Le psychiatre ajoute quelques lignes à mon rapport, puis renvoie l’expertise imprimée, tamponnée, signée et scannée à la médecin de famille.
(Ce qu’il ne fait pas: il m’envoie l’expertise, après quoi je transmets l’ensemble à la médecin de famille.)
L’assistante médicale de la médecin de famille transmet ensuite les documents au médecin-conseil de la caisse-maladie pour examen, avec le cachet et la signature de la médecin de famille.
(Certaines assistantes médicales me les envoient d’abord, puis je les transmets moi-même au médecin-conseil.)
Le médecin-conseil doit alors approuver la garantie de paiement. Cette étape peut prendre des mois, et la médecin de famille est censée se renseigner en cas de retard.
(Ce qu’elle ne fait pas. Cette situation ne m’est pas indifférente, car je dois alors, en théorie, interrompre le traitement ou prendre le risque que mes factures ne soient pas honorées. Je demande donc à la patiente de contacter la caisse-maladie pour identifier le blocage – ou je le fais moi-même si elle n’en est pas capable.)
Finalement, le médecin-conseil envoie sa décision à la médecin de famille, avec copie à la patiente. La médecin de famille me donne ensuite l’ordre de poursuivre le traitement.
(Ce qu’elle ne fait pas: j’apprends généralement par les patients que la garantie de prise en charge a été accordée, et pour combien d’heures. Il arrive parfois que les caisses-maladie m’envoient aimablement une copie – sur laquelle mon nom n’apparaît souvent même pas.)
C’est le quotidien de la psychothérapie. C’est le modèle de prescription. Qu’est-ce que cela vous évoque?
Des ajustements urgents sont nécessaires
Il convient également de rappeler que les psychothérapeutes, après l’obtention d’un master en psychologie, suivent une formation postgrade autofinancée de quatre à cinq ans, coûtant entre 50'000 et 80'000 francs.

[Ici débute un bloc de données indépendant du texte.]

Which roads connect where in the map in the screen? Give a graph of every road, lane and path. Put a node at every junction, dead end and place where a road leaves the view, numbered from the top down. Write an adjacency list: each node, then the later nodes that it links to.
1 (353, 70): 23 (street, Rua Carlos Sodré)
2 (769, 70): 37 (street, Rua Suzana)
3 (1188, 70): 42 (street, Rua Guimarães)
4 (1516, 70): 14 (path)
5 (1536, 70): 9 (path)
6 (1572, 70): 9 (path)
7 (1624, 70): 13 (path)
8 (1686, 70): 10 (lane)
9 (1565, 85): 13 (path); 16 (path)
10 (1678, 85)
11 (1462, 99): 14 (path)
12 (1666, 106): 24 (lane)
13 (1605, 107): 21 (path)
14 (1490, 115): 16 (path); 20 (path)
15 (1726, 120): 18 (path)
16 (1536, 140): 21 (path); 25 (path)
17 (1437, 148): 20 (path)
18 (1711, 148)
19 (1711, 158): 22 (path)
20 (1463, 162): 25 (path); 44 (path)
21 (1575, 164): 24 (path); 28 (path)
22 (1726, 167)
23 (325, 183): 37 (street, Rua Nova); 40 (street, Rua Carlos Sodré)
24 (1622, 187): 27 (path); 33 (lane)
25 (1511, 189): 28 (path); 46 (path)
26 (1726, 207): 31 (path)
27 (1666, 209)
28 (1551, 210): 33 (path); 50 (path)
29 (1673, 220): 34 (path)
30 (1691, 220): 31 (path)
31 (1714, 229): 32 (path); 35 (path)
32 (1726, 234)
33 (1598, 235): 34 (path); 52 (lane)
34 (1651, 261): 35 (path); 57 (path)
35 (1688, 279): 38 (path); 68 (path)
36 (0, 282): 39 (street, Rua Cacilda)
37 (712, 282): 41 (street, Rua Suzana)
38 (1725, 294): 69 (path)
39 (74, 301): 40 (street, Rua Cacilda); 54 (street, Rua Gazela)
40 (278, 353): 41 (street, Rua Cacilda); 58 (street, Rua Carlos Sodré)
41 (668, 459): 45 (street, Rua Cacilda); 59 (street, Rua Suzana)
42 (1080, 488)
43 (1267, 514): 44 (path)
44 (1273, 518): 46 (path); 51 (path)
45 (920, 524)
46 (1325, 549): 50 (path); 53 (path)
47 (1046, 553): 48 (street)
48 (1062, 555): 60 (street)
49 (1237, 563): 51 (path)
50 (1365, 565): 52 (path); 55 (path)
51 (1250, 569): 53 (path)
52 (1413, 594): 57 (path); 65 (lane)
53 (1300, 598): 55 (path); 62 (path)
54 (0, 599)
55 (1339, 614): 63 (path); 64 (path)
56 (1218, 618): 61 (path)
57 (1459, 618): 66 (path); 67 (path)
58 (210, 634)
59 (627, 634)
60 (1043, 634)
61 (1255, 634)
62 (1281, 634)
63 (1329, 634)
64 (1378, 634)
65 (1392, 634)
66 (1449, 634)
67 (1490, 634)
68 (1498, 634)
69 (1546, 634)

Durant cette période, ils effectuent notamment un travail exigeant et largement sous-payé auprès de patients souffrant de troubles psychiques aigus, souvent en milieu clinique.

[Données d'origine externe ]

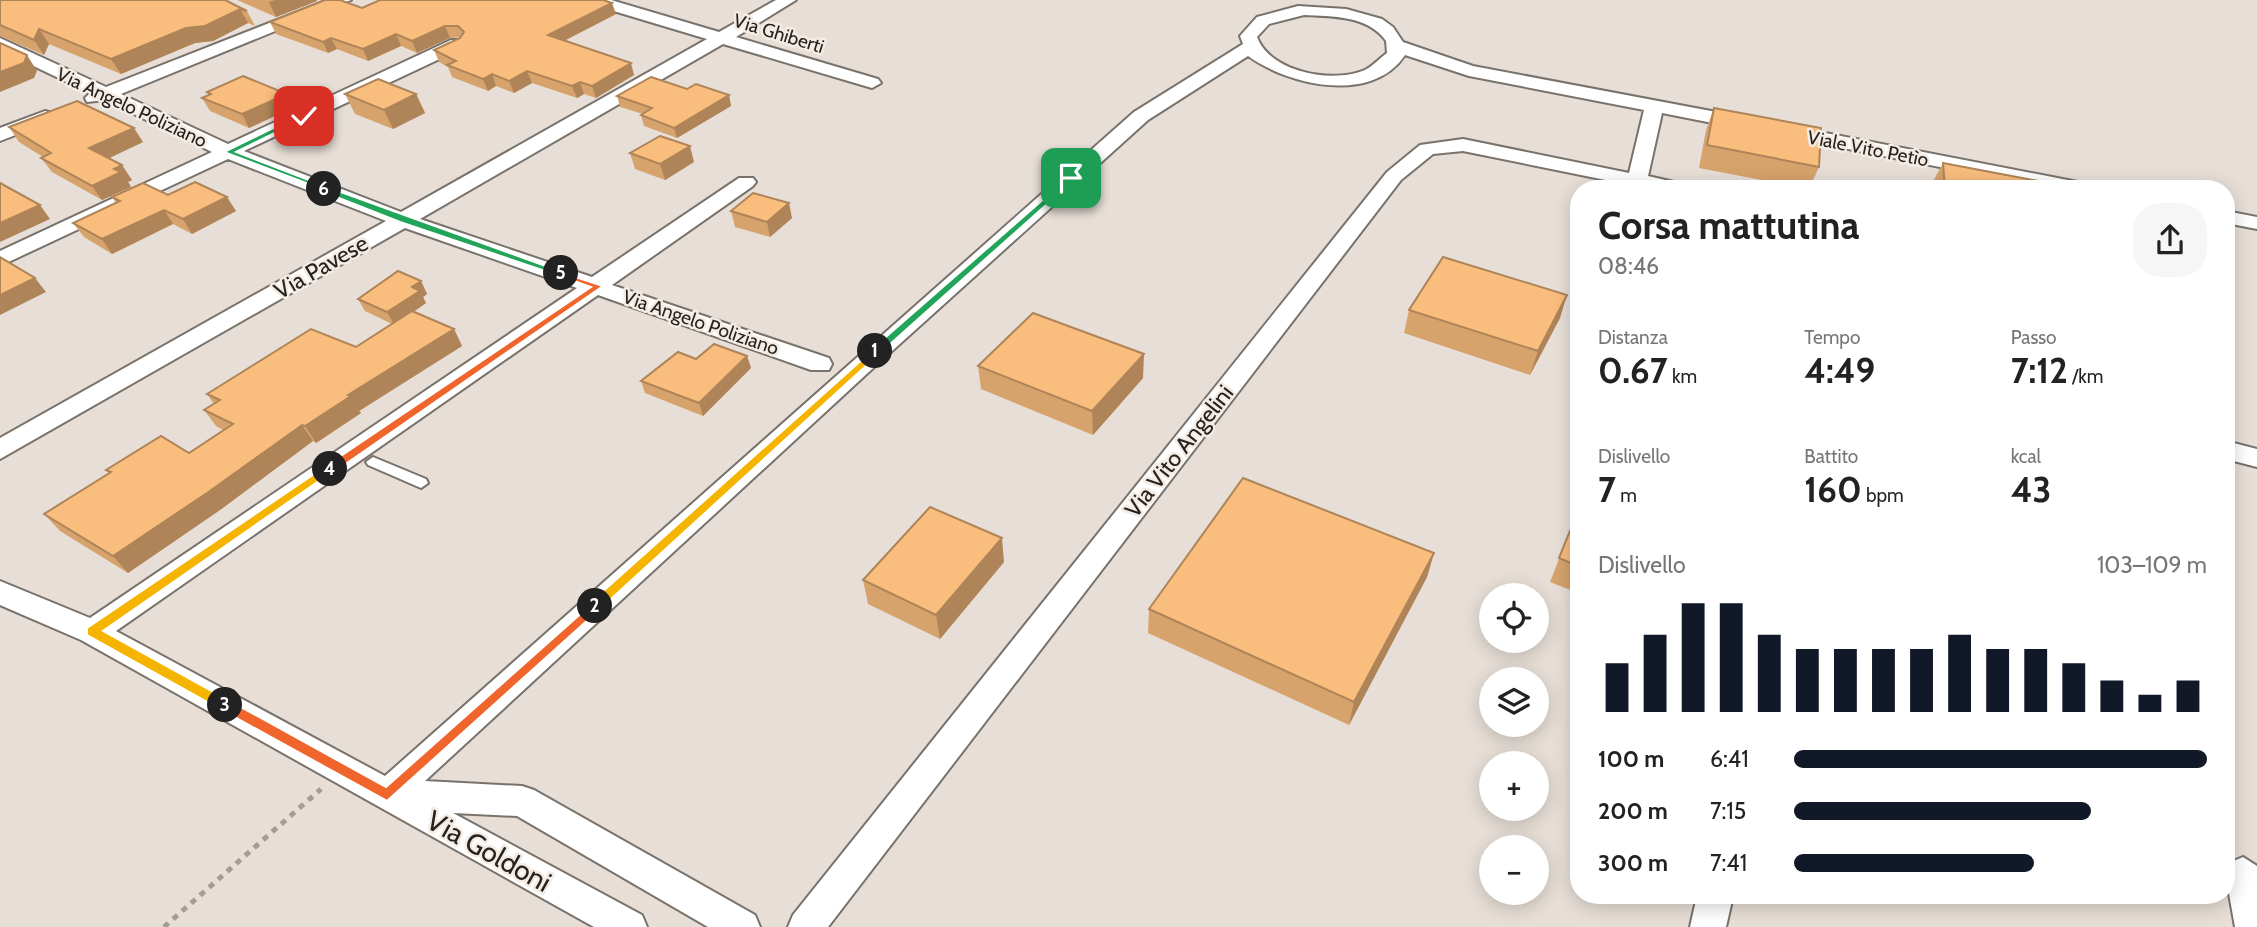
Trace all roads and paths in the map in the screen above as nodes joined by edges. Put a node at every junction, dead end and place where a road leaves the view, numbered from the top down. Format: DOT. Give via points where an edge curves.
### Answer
graph roads {
  1 [pos="343,0"];
  2 [pos="593,0"];
  3 [pos="788,0"];
  4 [pos="1323,0"];
  5 [pos="1288,7"];
  6 [pos="1349,14"];
  7 [pos="252,16"];
  8 [pos="275,26"];
  9 [pos="723,38"];
  10 [pos="0,43"];
  11 [pos="457,44"];
  12 [pos="1397,46"];
  13 [pos="1248,48"];
  14 [pos="1379,70"];
  15 [pos="1469,71"];
  16 [pos="1291,74"];
  17 [pos="1206,78"];
  18 [pos="872,83"];
  19 [pos="104,94"];
  20 [pos="81,103"];
  21 [pos="1654,106"];
  22 [pos="58,113"];
  23 [pos="0,135"];
  24 [pos="228,152"];
  25 [pos="1637,180"];
  26 [pos="2036,180"];
  27 [pos="746,182"];
  28 [pos="2235,219"];
  29 [pos="403,220"];
  30 [pos="2257,223"];
  31 [pos="0,260"];
  32 [pos="598,286"];
  33 [pos="820,364"];
  34 [pos="0,450"];
  35 [pos="2235,452"];
  36 [pos="365,456"];
  37 [pos="2257,458"];
  38 [pos="421,483"];
  39 [pos="0,592"];
  40 [pos="92,632"];
  41 [pos="342,770"];
  42 [pos="387,795"];
  43 [pos="2242,874"];
  44 [pos="1713,904"];
  45 [pos="164,927"];
  46 [pos="629,927"];
  47 [pos="742,927"];
  48 [pos="806,927"];
  49 [pos="1708,927"];
  50 [pos="2253,927"];
  1 -- 8 [label="street"];
  2 -- 9 [label="street, Via Ghiberti"];
  3 -- 9 [label="street, Via Pavese"];
  4 -- 6 [label="street"];
  5 -- 6 [label="street"];
  5 -- 13 [label="street" via="1254,27 1247,37"];
  6 -- 12 [label="street" via="1382,27"];
  7 -- 8 [label="street"];
  8 -- 19 [label="street"];
  9 -- 18 [label="street, Via Ghiberti"];
  9 -- 29 [label="street, Via Pavese"];
  10 -- 19 [label="street, Via Angelo Poliziano"];
  11 -- 24 [label="street"];
  12 -- 14 [label="street" via="1396,55"];
  12 -- 15 [label="street"];
  13 -- 16 [label="street" via="1263,63"];
  13 -- 17 [label="street"];
  14 -- 15 [label="street"];
  14 -- 16 [label="street" via="1329,79"];
  15 -- 21 [label="street, Viale Vito Petìo"];
  16 -- 17 [label="street"];
  17 -- 42 [label="street" via="1175,92 1141,116"];
  19 -- 20 [label="street"];
  19 -- 24 [label="street, Via Angelo Poliziano"];
  21 -- 25 [label="street"];
  21 -- 26 [label="street, Viale Vito Petìo"];
  22 -- 23 [label="street"];
  24 -- 29 [label="street, Via Angelo Poliziano"];
  24 -- 31 [label="street"];
  25 -- 48 [label="street, Via Vito Angelini" via="1463,145 1427,149 1394,176"];
  27 -- 32 [label="street"];
  28 -- 30 [label="street"];
  29 -- 32 [label="street, Via Angelo Poliziano"];
  29 -- 34 [label="street, Via Pavese"];
  32 -- 33 [label="street, Via Angelo Poliziano"];
  32 -- 36 [label="street"];
  35 -- 37 [label="street"];
  36 -- 38 [label="lane"];
  36 -- 40 [label="street"];
  39 -- 40 [label="street, Via Goldoni"];
  40 -- 41 [label="street, Via Goldoni"];
  41 -- 42 [label="street, Via Goldoni"];
  41 -- 45 [label="path"];
  42 -- 46 [label="street, Via Goldoni"];
  42 -- 47 [label="street" via="522,801"];
  43 -- 50 [label="street"];
  44 -- 49 [label="street"];
}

Par ailleurs, les psychothérapeutes vivent dans une insécurité financière latente, car ils facturent actuellement sur la base d’un tarif provisoire. D’une part, ils ignorent quel sera le tarif définitif et à partir de quand il s’appliquera, les négociations tarifaires étant bloquées depuis des années. D’autre part, ils travaillent sous la menace de devoir effectuer des remboursements rétroactifs jusqu’en juillet 2022 si les négociations aboutissaient à une baisse du tarif – une éventualité déjà annoncée par les caisses-maladie.
Le modèle de prescription a permis à davantage de personnes souffrant de troubles psychiques d’accéder à la psychothérapie. Toutefois, des adaptations sont urgentes. L’enjeu est clair: éviter que des professionnels renoncent à la prise en charge de patients atteints de maladies chroniques ou graves, face à une procédure administrative lourde, coûteuse et qui ne reconnaît pas pleinement leurs compétences.